(Task goal): Each line of the listing that includes "Tenteram" should be reported.

────────────────────

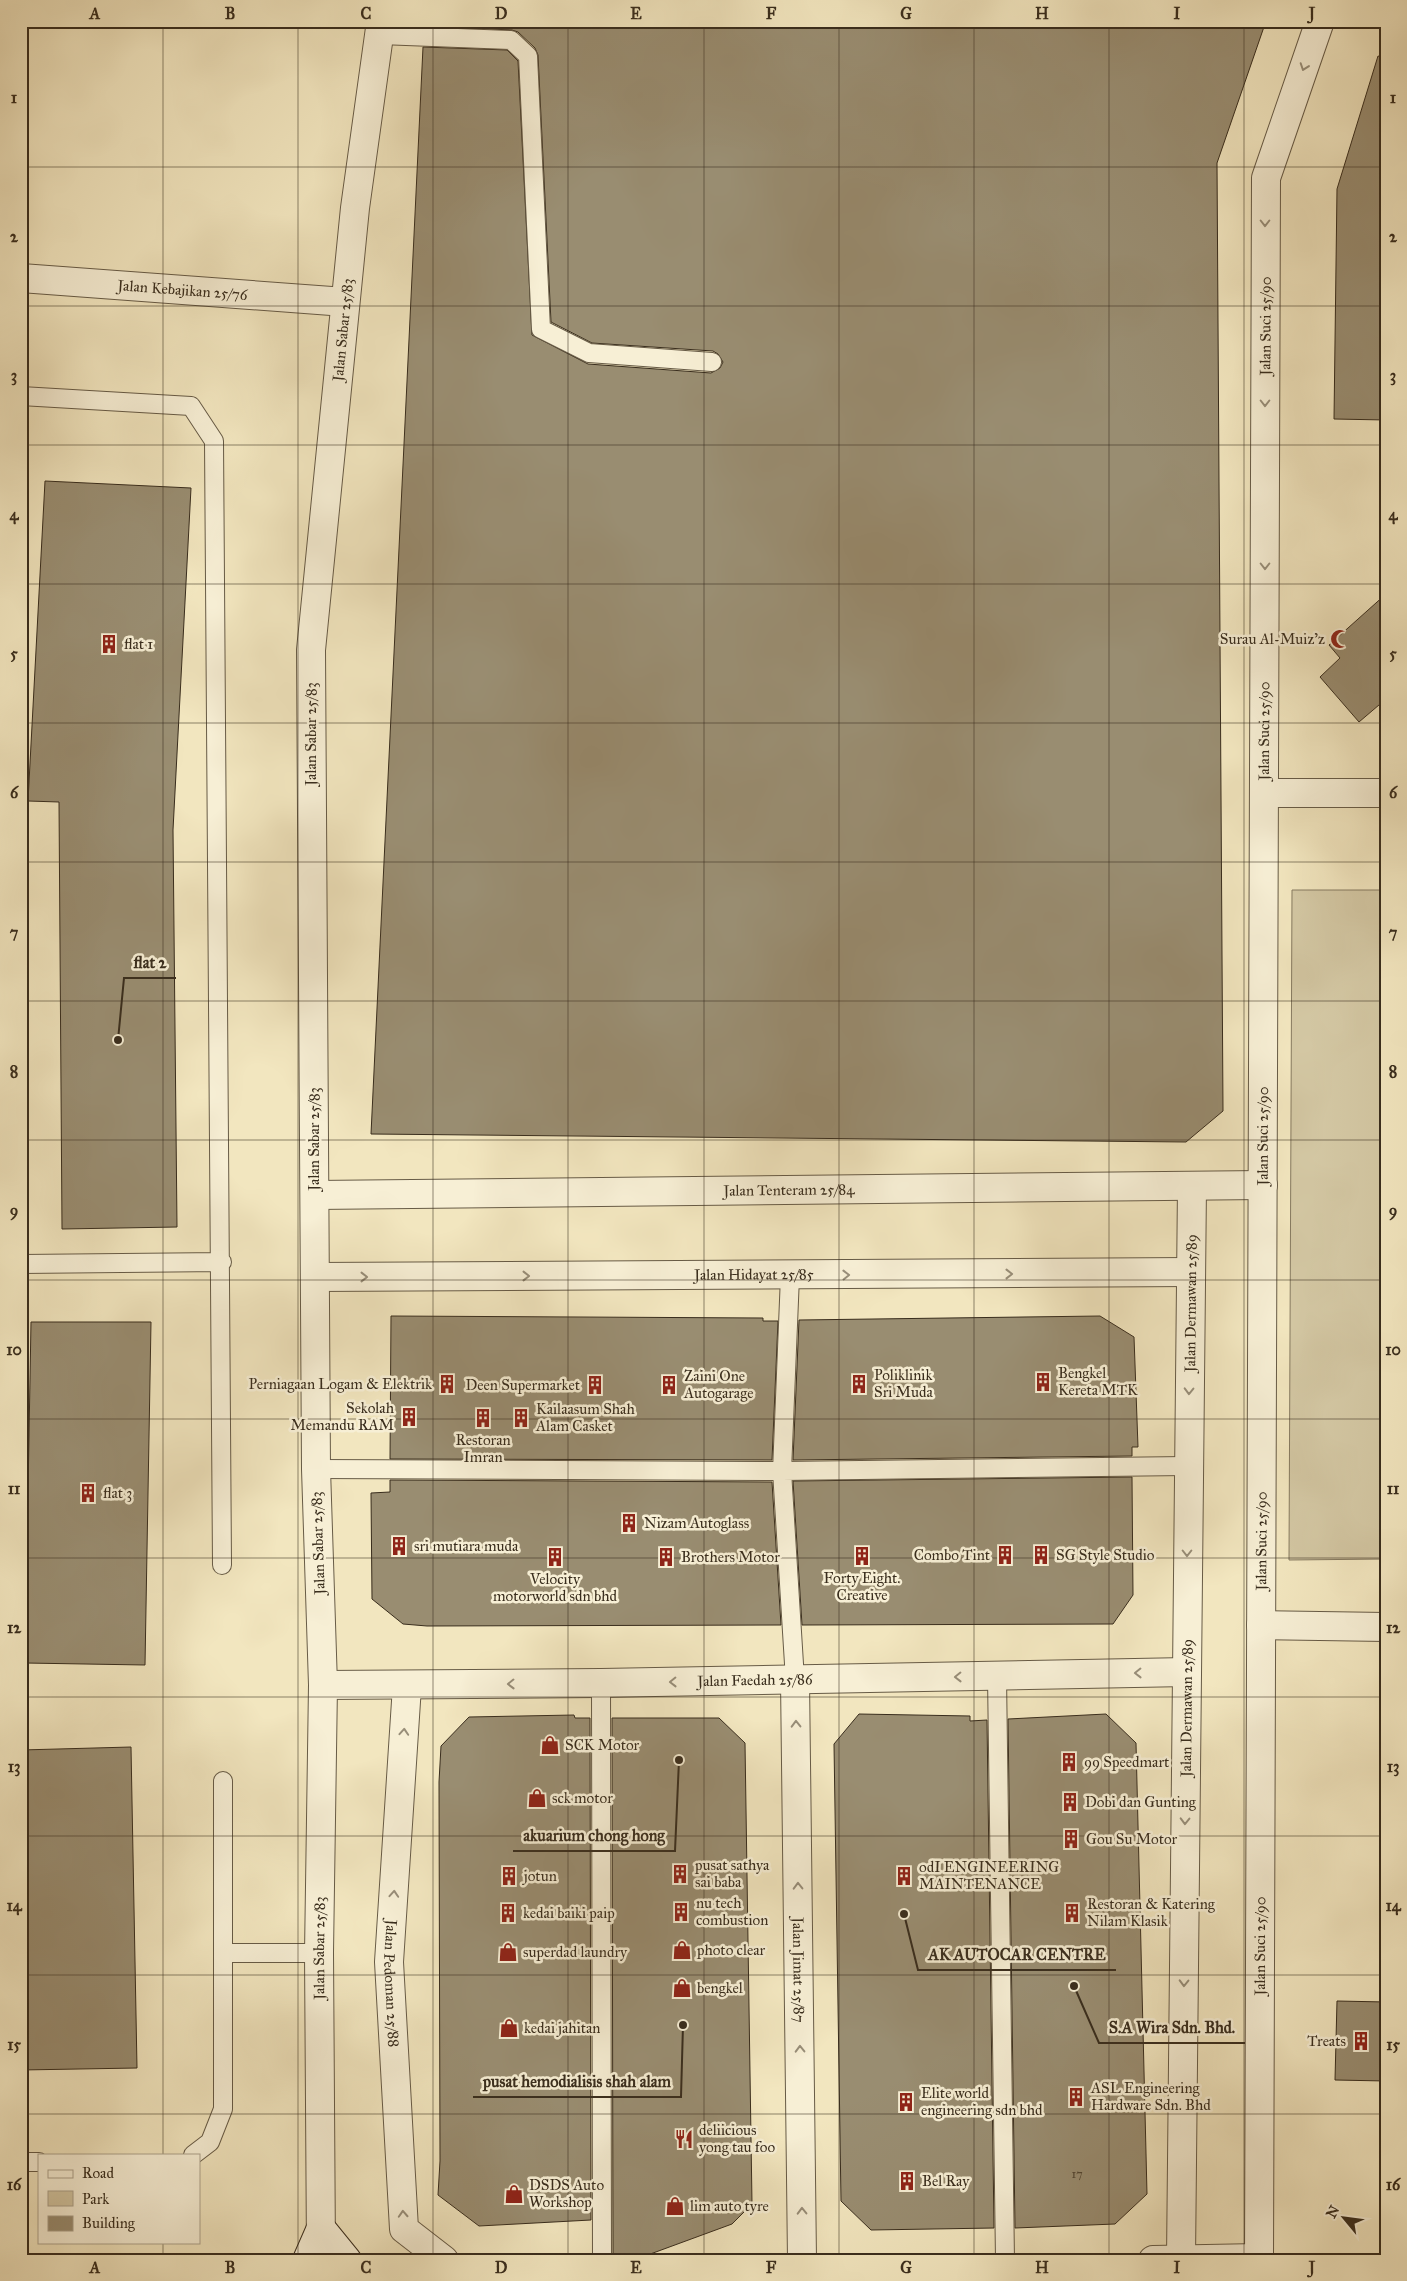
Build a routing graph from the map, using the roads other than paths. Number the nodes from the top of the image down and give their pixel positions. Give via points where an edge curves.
1 (1320, 21) edge
2 (380, 28) edge
3 (21, 278) edge
4 (345, 302) junction
5 (712, 362) dead end
6 (21, 396) edge
7 (1265, 793) junction
8 (1386, 793) edge
9 (1263, 1184) junction
10 (1192, 1186) junction
11 (314, 1195) junction
12 (222, 1262) junction
13 (21, 1264) edge
14 (1191, 1272) junction
15 (790, 1276) junction
16 (315, 1277) junction
17 (1187, 1466) junction
18 (316, 1469) junction
19 (782, 1471) junction
20 (222, 1565) dead end
21 (1261, 1625) junction
22 (1386, 1627) edge
23 (1187, 1672) junction
24 (997, 1676) junction
25 (795, 1680) junction
26 (601, 1683) junction
27 (323, 1685) junction
28 (407, 1686) junction
29 (222, 1781) dead end
30 (223, 1953) junction
31 (319, 1953) junction
32 (194, 2154) edge
33 (21, 2162) edge
34 (38, 2162) edge
35 (321, 2228) junction
36 (1181, 2259) edge
37 (1259, 2259) edge
38 (307, 2260) edge
39 (321, 2260) edge
40 (347, 2260) edge
41 (444, 2260) edge
42 (602, 2260) edge
43 (802, 2260) edge
44 (1004, 2260) edge
45 (1153, 2260) edge

1 -> 7 street, Jalan Suci 25/90 via 1266,178
2 - 4 street, Jalan Sabar 25/83
2 - 5 lane via 511,40 528,56 541,329 589,353
3 - 4 street, Jalan Kebajikan 25/76
4 - 11 street, Jalan Sabar 25/83 via 310,650
6 - 12 lane via 191,406 214,441
7 - 8 street
7 - 9 street, Jalan Suci 25/90
9 - 10 street, Jalan Tenteram 25/84
9 - 21 street, Jalan Suci 25/90
10 - 11 street, Jalan Tenteram 25/84
10 - 14 street, Jalan Dermawan 25/89
11 - 16 street, Jalan Sabar 25/83
12 - 13 lane
12 - 20 lane
15 -> 14 street, Jalan Hidayat 25/85
14 -> 17 street, Jalan Dermawan 25/89
16 -> 15 street, Jalan Hidayat 25/85
15 - 19 lane
16 - 18 street, Jalan Sabar 25/83
17 - 19 lane
17 -> 23 street, Jalan Dermawan 25/89
18 - 19 lane
18 - 27 street, Jalan Sabar 25/83
19 - 25 lane
21 - 22 street
21 - 37 street, Jalan Suci 25/90
23 -> 24 street, Jalan Faedah 25/86
23 -> 36 street, Jalan Dermawan 25/89
24 -> 25 street, Jalan Faedah 25/86
24 - 44 lane
25 -> 26 street, Jalan Faedah 25/86
43 -> 25 street, Jalan Jimat 25/87
26 -> 28 street, Jalan Faedah 25/86
26 - 42 lane
27 - 28 street, Jalan Faedah 25/86
27 - 31 street, Jalan Sabar 25/83
41 -> 28 street, Jalan Pedoman 25/88 via 404,2229 389,1962
29 - 30 lane
30 - 31 lane
30 - 32 lane via 223,2109 210,2142
31 - 35 street, Jalan Sabar 25/83
33 - 34 lane
35 - 38 street
35 - 39 street, Jalan Sabar 25/83
35 - 40 street
36 - 37 street
36 - 45 street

────────────────────

(Exercise solution):
9 - 10 street, Jalan Tenteram 25/84
10 - 11 street, Jalan Tenteram 25/84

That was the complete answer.